> **Your task**:
Copy out every line of the records where the string "const" occurs.

(Recorded data)

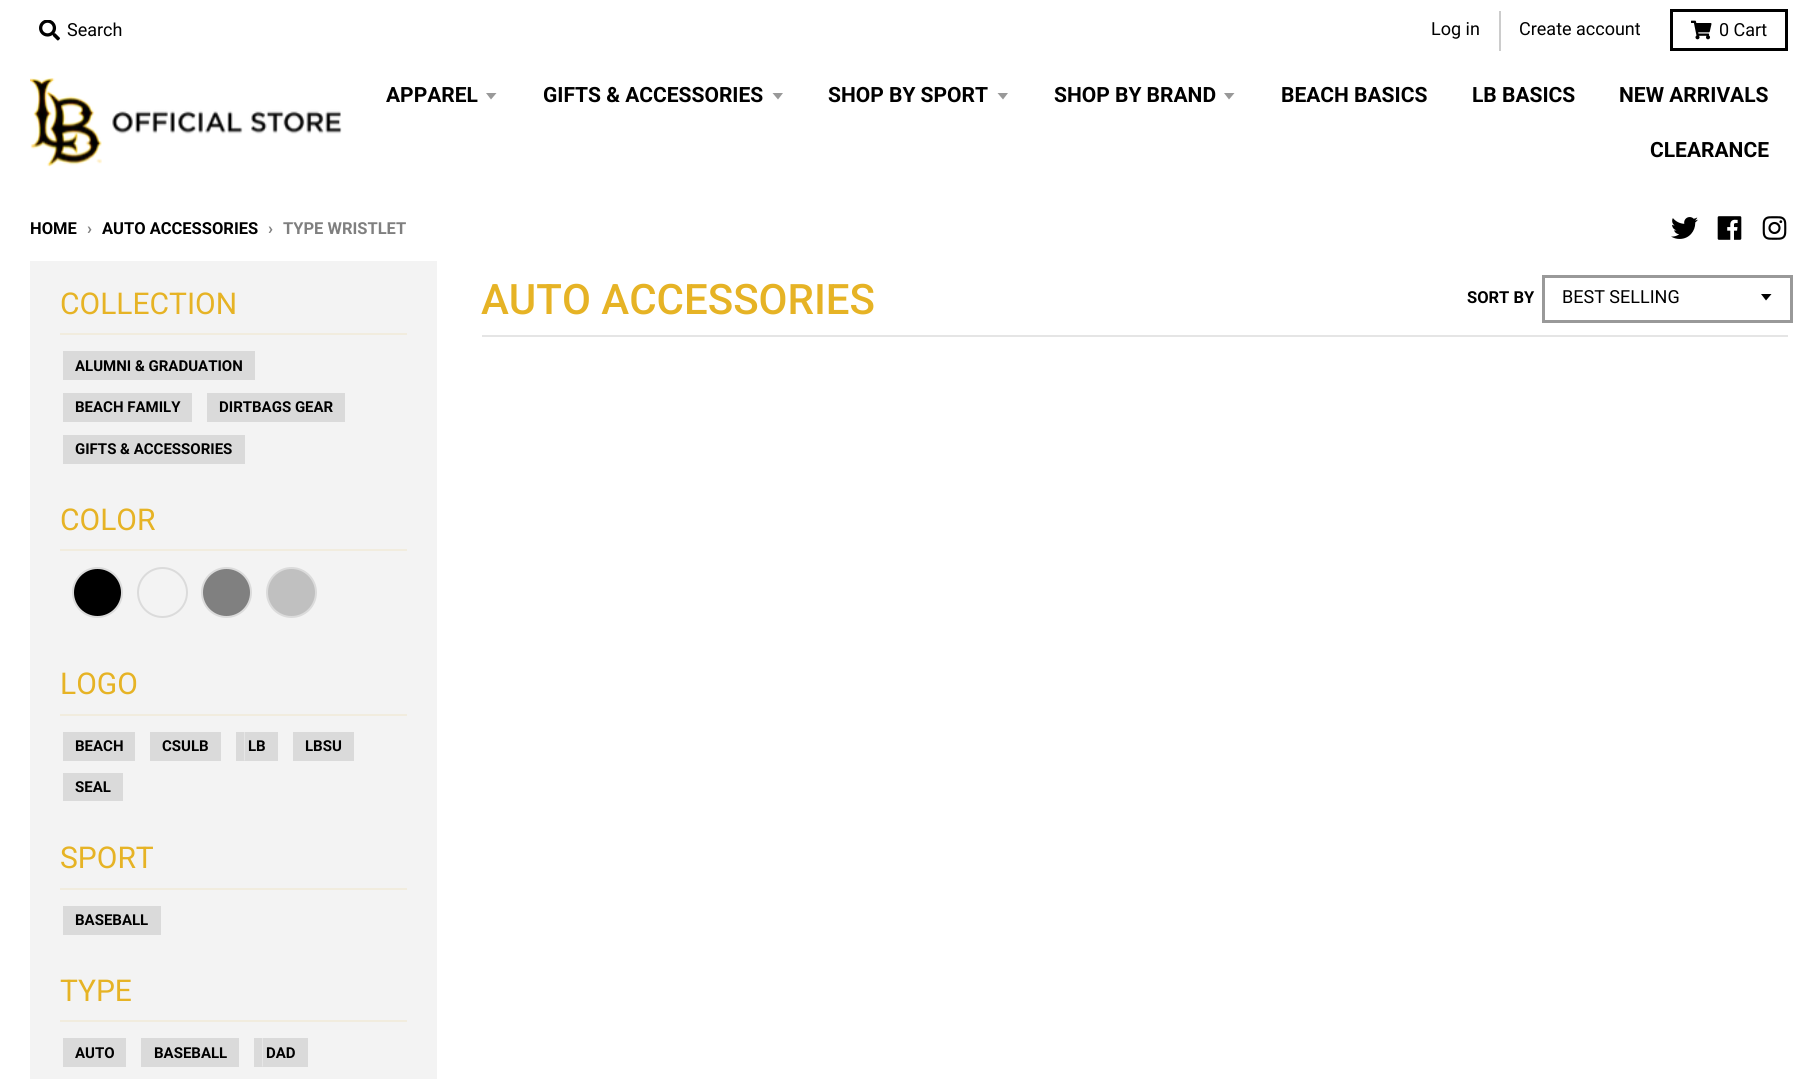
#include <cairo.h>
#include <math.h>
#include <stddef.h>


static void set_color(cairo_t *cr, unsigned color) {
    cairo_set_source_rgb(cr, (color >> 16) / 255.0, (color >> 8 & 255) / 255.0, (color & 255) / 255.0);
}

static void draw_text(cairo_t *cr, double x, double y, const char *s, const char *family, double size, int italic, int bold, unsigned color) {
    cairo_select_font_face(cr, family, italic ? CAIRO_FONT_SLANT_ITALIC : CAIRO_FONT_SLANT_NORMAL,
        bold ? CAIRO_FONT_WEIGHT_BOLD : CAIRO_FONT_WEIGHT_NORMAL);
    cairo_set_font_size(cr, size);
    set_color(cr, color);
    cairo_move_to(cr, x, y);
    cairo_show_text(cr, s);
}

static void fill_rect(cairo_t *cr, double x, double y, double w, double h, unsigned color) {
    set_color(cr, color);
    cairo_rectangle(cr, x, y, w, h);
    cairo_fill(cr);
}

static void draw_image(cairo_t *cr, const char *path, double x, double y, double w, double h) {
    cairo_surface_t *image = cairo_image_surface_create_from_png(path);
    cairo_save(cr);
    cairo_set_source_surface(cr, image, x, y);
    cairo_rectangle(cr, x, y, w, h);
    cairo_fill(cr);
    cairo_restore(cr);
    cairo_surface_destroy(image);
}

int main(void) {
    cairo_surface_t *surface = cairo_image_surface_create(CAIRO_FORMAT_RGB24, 1817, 1079);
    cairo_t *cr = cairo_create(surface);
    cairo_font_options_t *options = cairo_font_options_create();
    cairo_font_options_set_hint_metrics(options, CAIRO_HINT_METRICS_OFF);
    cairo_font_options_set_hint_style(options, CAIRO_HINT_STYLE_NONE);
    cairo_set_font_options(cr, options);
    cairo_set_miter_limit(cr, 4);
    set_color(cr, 0xFFFFFF);
    cairo_paint(cr);
    draw_image(cr, "assets/img1.png", 39, 20, 21, 21);
    draw_text(cr, 67, 36, "Search", "Roboto", 18, 0, 0, 0x000000);
    fill_rect(cr, 1499, 11, 2, 40, 0xCCCCCC);
    draw_text(cr, 1431, 35, "Log in", "Roboto", 18, 0, 0, 0x000000);
    draw_text(cr, 1519, 35, "Create account", "Roboto", 18, 0, 0, 0x000000);
    cairo_rectangle(cr, 1671.5, 10.5, 115, 39);
    cairo_set_line_width(cr, 3);
    cairo_stroke(cr);
    draw_image(cr, "assets/img2.png", 1691, 20, 21, 20);
    draw_text(cr, 1719, 36, "0 Cart", "Roboto", 18, 0, 0, 0x000000);
    draw_image(cr, "assets/img3.png", 30, 78, 312, 89);
    draw_text(cr, 386, 102, "APPAREL", "Roboto", 21, 0, 1, 0x000000);
    set_color(cr, 0x999999);
    cairo_new_path(cr);
    cairo_move_to(cr, 486, 93);
    cairo_line_to(cr, 491, 99.5);
    cairo_line_to(cr, 496.5, 93);
    cairo_close_path(cr);
    cairo_fill(cr);
    draw_text(cr, 543, 102, "GIFTS & ACCESSORIES", "Roboto", 21, 0, 1, 0x000000);
    set_color(cr, 0x999999);
    cairo_new_path(cr);
    cairo_move_to(cr, 772.5, 93);
    cairo_line_to(cr, 778, 99.5);
    cairo_line_to(cr, 783, 93);
    cairo_close_path(cr);
    cairo_fill(cr);
    draw_text(cr, 828, 102, "SHOP BY SPORT", "Roboto", 21, 0, 1, 0x000000);
    set_color(cr, 0x999999);
    cairo_new_path(cr);
    cairo_move_to(cr, 997.5, 93);
    cairo_line_to(cr, 1003, 99.5);
    cairo_line_to(cr, 1008, 93);
    cairo_close_path(cr);
    cairo_fill(cr);
    draw_text(cr, 1054, 102, "SHOP BY BRAND", "Roboto", 21, 0, 1, 0x000000);
    set_color(cr, 0x999999);
    cairo_new_path(cr);
    cairo_move_to(cr, 1224, 93);
    cairo_line_to(cr, 1229, 99.5);
    cairo_line_to(cr, 1234.5, 93);
    cairo_close_path(cr);
    cairo_fill(cr);
    draw_text(cr, 1281, 102, "BEACH BASICS", "Roboto", 21, 0, 1, 0x000000);
    draw_text(cr, 1472, 102, "LB BASICS", "Roboto", 21, 0, 1, 0x000000);
    draw_text(cr, 1619, 102, "NEW ARRIVALS", "Roboto", 21, 0, 1, 0x000000);
    draw_text(cr, 1650, 157, "CLEARANCE", "Roboto", 21, 0, 1, 0x000000);
    draw_text(cr, 30, 234, "HOME", "Roboto", 16.5, 0, 1, 0x000000);
    draw_text(cr, 87, 234, "›", "Roboto", 16.5, 0, 1, 0x7F7F7F);
    draw_text(cr, 102, 234, "AUTO ACCESSORIES", "Roboto", 16.5, 0, 1, 0x000000);
    draw_text(cr, 268, 234, "›", "Roboto", 16.5, 0, 1, 0x7F7F7F);
    draw_text(cr, 283, 234, "TYPE WRISTLET", "Roboto", 16.5, 0, 1, 0x7F7F7F);
    draw_image(cr, "assets/img4.png", 1671, 217, 27, 22);
    draw_image(cr, "assets/img5.png", 1717, 216, 25, 24);
    draw_image(cr, "assets/img6.png", 1762, 216, 25, 24);
    fill_rect(cr, 30, 261, 407, 818, 0xF3F3F3);
    fill_rect(cr, 60, 333, 347, 2, 0xF1ECDE);
    draw_text(cr, 60, 314, "COLLECTION", "Roboto", 30, 0, 0, 0xE6B325);
    fill_rect(cr, 72, 351, 174, 29, 0xDADADA);
    draw_text(cr, 75, 371, "ALUMNI & GRADUATION", "Roboto", 15, 0, 1, 0x000000);
    set_color(cr, 0xDADADA);
    cairo_new_path(cr);
    cairo_move_to(cr, 63, 351);
    cairo_line_to(cr, 63, 380);
    cairo_line_to(cr, 237, 380);
    cairo_line_to(cr, 72, 380);
    cairo_line_to(cr, 72, 351);
    cairo_close_path(cr);
    cairo_fill(cr);
    cairo_new_path(cr);
    cairo_move_to(cr, 81, 380);
    cairo_line_to(cr, 255, 380);
    cairo_line_to(cr, 255, 351);
    cairo_line_to(cr, 246, 351);
    cairo_line_to(cr, 246, 380);
    cairo_close_path(cr);
    cairo_fill(cr);
    fill_rect(cr, 72, 393, 111, 29, 0xDADADA);
    draw_text(cr, 75, 412, "BEACH FAMILY", "Roboto", 15, 0, 1, 0x000000);
    set_color(cr, 0xDADADA);
    cairo_new_path(cr);
    cairo_move_to(cr, 63, 393);
    cairo_line_to(cr, 63, 422);
    cairo_line_to(cr, 174, 422);
    cairo_line_to(cr, 72, 422);
    cairo_line_to(cr, 72, 393);
    cairo_close_path(cr);
    cairo_fill(cr);
    cairo_new_path(cr);
    cairo_move_to(cr, 81, 422);
    cairo_line_to(cr, 192, 422);
    cairo_line_to(cr, 192, 393);
    cairo_line_to(cr, 183, 393);
    cairo_line_to(cr, 183, 422);
    cairo_close_path(cr);
    cairo_fill(cr);
    fill_rect(cr, 216, 393, 120, 29, 0xDADADA);
    draw_text(cr, 219, 412, "DIRTBAGS GEAR", "Roboto", 15, 0, 1, 0x000000);
    set_color(cr, 0xDADADA);
    cairo_new_path(cr);
    cairo_move_to(cr, 207, 393);
    cairo_line_to(cr, 207, 422);
    cairo_line_to(cr, 327, 422);
    cairo_line_to(cr, 216, 422);
    cairo_line_to(cr, 216, 393);
    cairo_close_path(cr);
    cairo_fill(cr);
    cairo_new_path(cr);
    cairo_move_to(cr, 225, 422);
    cairo_line_to(cr, 345, 422);
    cairo_line_to(cr, 345, 393);
    cairo_line_to(cr, 336, 393);
    cairo_line_to(cr, 336, 422);
    cairo_close_path(cr);
    cairo_fill(cr);
    fill_rect(cr, 72, 435, 164, 29, 0xDADADA);
    draw_text(cr, 75, 454, "GIFTS & ACCESSORIES", "Roboto", 15, 0, 1, 0x000000);
    set_color(cr, 0xDADADA);
    cairo_new_path(cr);
    cairo_move_to(cr, 63, 435);
    cairo_line_to(cr, 63, 464);
    cairo_line_to(cr, 227, 464);
    cairo_line_to(cr, 72, 464);
    cairo_line_to(cr, 72, 435);
    cairo_close_path(cr);
    cairo_fill(cr);
    cairo_new_path(cr);
    cairo_move_to(cr, 81, 464);
    cairo_line_to(cr, 245, 464);
    cairo_line_to(cr, 245, 435);
    cairo_line_to(cr, 236, 435);
    cairo_line_to(cr, 236, 464);
    cairo_close_path(cr);
    cairo_fill(cr);
    fill_rect(cr, 60, 549, 347, 2, 0xF1ECDE);
    draw_text(cr, 60, 530, "COLOR", "Roboto", 30, 0, 0, 0xE6B325);
    set_color(cr, 0x000000);
    cairo_new_path(cr);
    cairo_arc(cr, 97.5, 592.5, 24.5, 0, 2 * M_PI);
    cairo_fill_preserve(cr);
    set_color(cr, 0xDBDBDB);
    cairo_set_line_width(cr, 2);
    cairo_stroke(cr);
    cairo_arc(cr, 162.5, 592.5, 24.5, 0, 2 * M_PI);
    cairo_stroke(cr);
    set_color(cr, 0x808080);
    cairo_arc(cr, 226.5, 592.5, 24.5, 0, 2 * M_PI);
    cairo_fill_preserve(cr);
    set_color(cr, 0xDBDBDB);
    cairo_stroke(cr);
    set_color(cr, 0xC0C0C0);
    cairo_arc(cr, 291.5, 592.5, 24.5, 0, 2 * M_PI);
    cairo_fill_preserve(cr);
    set_color(cr, 0xDBDBDB);
    cairo_stroke(cr);
    fill_rect(cr, 60, 714, 347, 2, 0xF1ECDE);
    draw_text(cr, 60, 694, "LOGO", "Roboto", 30, 0, 0, 0xE6B325);
    set_color(cr, 0xDADADA);
    cairo_new_path(cr);
    cairo_move_to(cr, 63, 732);
    cairo_line_to(cr, 63, 761);
    cairo_line_to(cr, 117, 761);
    cairo_line_to(cr, 117, 760);
    cairo_line_to(cr, 72, 760);
    cairo_line_to(cr, 72, 732);
    cairo_close_path(cr);
    cairo_fill(cr);
    cairo_new_path(cr);
    cairo_move_to(cr, 81, 760);
    cairo_line_to(cr, 81, 761);
    cairo_line_to(cr, 135, 761);
    cairo_line_to(cr, 135, 732);
    cairo_line_to(cr, 126, 732);
    cairo_line_to(cr, 126, 760);
    cairo_close_path(cr);
    cairo_fill(cr);
    fill_rect(cr, 72, 732, 54, 28, 0xDADADA);
    draw_text(cr, 75, 751, "BEACH", "Roboto", 15, 0, 1, 0x000000);
    set_color(cr, 0xDADADA);
    cairo_new_path(cr);
    cairo_move_to(cr, 150, 732);
    cairo_line_to(cr, 150, 761);
    cairo_line_to(cr, 203, 761);
    cairo_line_to(cr, 203, 760);
    cairo_line_to(cr, 159, 760);
    cairo_line_to(cr, 159, 732);
    cairo_close_path(cr);
    cairo_fill(cr);
    cairo_new_path(cr);
    cairo_move_to(cr, 168, 760);
    cairo_line_to(cr, 168, 761);
    cairo_line_to(cr, 221, 761);
    cairo_line_to(cr, 221, 732);
    cairo_line_to(cr, 212, 732);
    cairo_line_to(cr, 212, 760);
    cairo_close_path(cr);
    cairo_fill(cr);
    fill_rect(cr, 159, 732, 53, 28, 0xDADADA);
    draw_text(cr, 162, 751, "CSULB", "Roboto", 15, 0, 1, 0x000000);
    set_color(cr, 0xDADADA);
    cairo_new_path(cr);
    cairo_move_to(cr, 236, 732);
    cairo_line_to(cr, 236, 761);
    cairo_line_to(cr, 260, 761);
    cairo_line_to(cr, 260, 760.5);
    cairo_line_to(cr, 244.5, 760.5);
    cairo_line_to(cr, 244.5, 732);
    cairo_close_path(cr);
    cairo_fill(cr);
    cairo_new_path(cr);
    cairo_move_to(cr, 254, 760.5);
    cairo_line_to(cr, 254, 761);
    cairo_line_to(cr, 278, 761);
    cairo_line_to(cr, 278, 732);
    cairo_line_to(cr, 268.5, 732);
    cairo_line_to(cr, 268.5, 760.5);
    cairo_close_path(cr);
    cairo_fill(cr);
    fill_rect(cr, 245, 732, 24, 29, 0xDADADA);
    draw_text(cr, 248, 751, "LB", "Roboto", 15, 0, 1, 0x000000);
    set_color(cr, 0xDADADA);
    cairo_new_path(cr);
    cairo_move_to(cr, 293, 732);
    cairo_line_to(cr, 293, 761);
    cairo_line_to(cr, 336, 761);
    cairo_line_to(cr, 336, 760);
    cairo_line_to(cr, 302, 760);
    cairo_line_to(cr, 302, 732);
    cairo_close_path(cr);
    cairo_fill(cr);
    cairo_new_path(cr);
    cairo_move_to(cr, 311, 760);
    cairo_line_to(cr, 311, 761);
    cairo_line_to(cr, 354, 761);
    cairo_line_to(cr, 354, 732);
    cairo_line_to(cr, 345, 732);
    cairo_line_to(cr, 345, 760);
    cairo_close_path(cr);
    cairo_fill(cr);
    fill_rect(cr, 302, 732, 43, 28, 0xDADADA);
    draw_text(cr, 305, 751, "LBSU", "Roboto", 15, 0, 1, 0x000000);
    fill_rect(cr, 72, 773, 51, 28, 0xDADADA);
    draw_text(cr, 75, 792, "SEAL", "Roboto", 15, 0, 1, 0x000000);
    fill_rect(cr, 63, 773, 9, 28, 0xDADADA);
    fill_rect(cr, 60, 888, 347, 2, 0xF1ECDE);
    draw_text(cr, 60, 868, "SPORT", "Roboto", 30, 0, 0, 0xE6B325);
    set_color(cr, 0xDADADA);
    cairo_new_path(cr);
    cairo_move_to(cr, 63, 906);
    cairo_line_to(cr, 63, 935);
    cairo_line_to(cr, 143, 935);
    cairo_line_to(cr, 143, 934);
    cairo_line_to(cr, 72, 934);
    cairo_line_to(cr, 72, 906);
    cairo_close_path(cr);
    cairo_fill(cr);
    cairo_new_path(cr);
    cairo_move_to(cr, 81, 934);
    cairo_line_to(cr, 81, 935);
    cairo_line_to(cr, 161, 935);
    cairo_line_to(cr, 161, 906);
    cairo_line_to(cr, 152, 906);
    cairo_line_to(cr, 152, 934);
    cairo_close_path(cr);
    cairo_fill(cr);
    fill_rect(cr, 72, 906, 80, 28, 0xDADADA);
    draw_text(cr, 75, 925, "BASEBALL", "Roboto", 15, 0, 1, 0x000000);
    fill_rect(cr, 60, 1020, 347, 2, 0xF1ECDE);
    draw_text(cr, 60, 1001, "TYPE", "Roboto", 30, 0, 0, 0xE6B325);
    set_color(cr, 0xDADADA);
    cairo_new_path(cr);
    cairo_move_to(cr, 63, 1038);
    cairo_line_to(cr, 63, 1067);
    cairo_line_to(cr, 108, 1067);
    cairo_line_to(cr, 108, 1066);
    cairo_line_to(cr, 72, 1066);
    cairo_line_to(cr, 72, 1038);
    cairo_close_path(cr);
    cairo_fill(cr);
    cairo_new_path(cr);
    cairo_move_to(cr, 81, 1066);
    cairo_line_to(cr, 81, 1067);
    cairo_line_to(cr, 126, 1067);
    cairo_line_to(cr, 126, 1038);
    cairo_line_to(cr, 117, 1038);
    cairo_line_to(cr, 117, 1066);
    cairo_close_path(cr);
    cairo_fill(cr);
    fill_rect(cr, 72, 1038, 45, 28, 0xDADADA);
    draw_text(cr, 75, 1058, "AUTO", "Roboto", 15, 0, 1, 0x000000);
    set_color(cr, 0xDADADA);
    cairo_new_path(cr);
    cairo_move_to(cr, 141, 1038);
    cairo_line_to(cr, 141, 1067);
    cairo_line_to(cr, 221, 1067);
    cairo_line_to(cr, 221, 1066);
    cairo_line_to(cr, 150, 1066);
    cairo_line_to(cr, 150, 1038);
    cairo_close_path(cr);
    cairo_fill(cr);
    cairo_new_path(cr);
    cairo_move_to(cr, 159, 1066);
    cairo_line_to(cr, 159, 1067);
    cairo_line_to(cr, 239, 1067);
    cairo_line_to(cr, 239, 1038);
    cairo_line_to(cr, 230, 1038);
    cairo_line_to(cr, 230, 1066);
    cairo_close_path(cr);
    cairo_fill(cr);
    fill_rect(cr, 150, 1038, 80, 28, 0xDADADA);
    draw_text(cr, 154, 1058, "BASEBALL", "Roboto", 15, 0, 1, 0x000000);
    set_color(cr, 0xDADADA);
    cairo_new_path(cr);
    cairo_move_to(cr, 254, 1038);
    cairo_line_to(cr, 254, 1067);
    cairo_line_to(cr, 290, 1067);
    cairo_line_to(cr, 290, 1066.5);
    cairo_line_to(cr, 262.5, 1066.5);
    cairo_line_to(cr, 262.5, 1038);
    cairo_close_path(cr);
    cairo_fill(cr);
    cairo_new_path(cr);
    cairo_move_to(cr, 272, 1066.5);
    cairo_line_to(cr, 272, 1067);
    cairo_line_to(cr, 308, 1067);
    cairo_line_to(cr, 308, 1038);
    cairo_line_to(cr, 298.5, 1038);
    cairo_line_to(cr, 298.5, 1066.5);
    cairo_close_path(cr);
    cairo_fill(cr);
    fill_rect(cr, 263, 1038, 36, 29, 0xDADADA);
    draw_text(cr, 266, 1058, "DAD", "Roboto", 15, 0, 1, 0x000000);
    fill_rect(cr, 482, 335, 1306, 2, 0xE5E5E5);
    draw_text(cr, 481, 314, "AUTO ACCESSORIES", "Roboto Medium", 42, 0, 0, 0xE6B325);
    draw_text(cr, 1467, 303, "SORT BY", "Roboto", 16.5, 0, 1, 0x000000);
    cairo_new_path(cr);
    cairo_move_to(cr, 1761, 294);
    cairo_line_to(cr, 1766, 300.5);
    cairo_line_to(cr, 1771.5, 294);
    cairo_close_path(cr);
    cairo_fill(cr);
    cairo_rectangle(cr, 1543.5, 276.5, 248, 45);
    set_color(cr, 0x999999);
    cairo_set_line_width(cr, 3);
    cairo_stroke(cr);
    draw_text(cr, 1562, 303, "BEST SELLING", "Roboto", 18, 0, 0, 0x000000);
    cairo_surface_write_to_png(surface, "output.png");
    cairo_font_options_destroy(options);
    cairo_destroy(cr);
    cairo_surface_destroy(surface);
    return 0;
}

> **Your response**:
static void draw_text(cairo_t *cr, double x, double y, const char *s, const char *family, double size, int italic, int bold, unsigned color) {
static void draw_image(cairo_t *cr, const char *path, double x, double y, double w, double h) {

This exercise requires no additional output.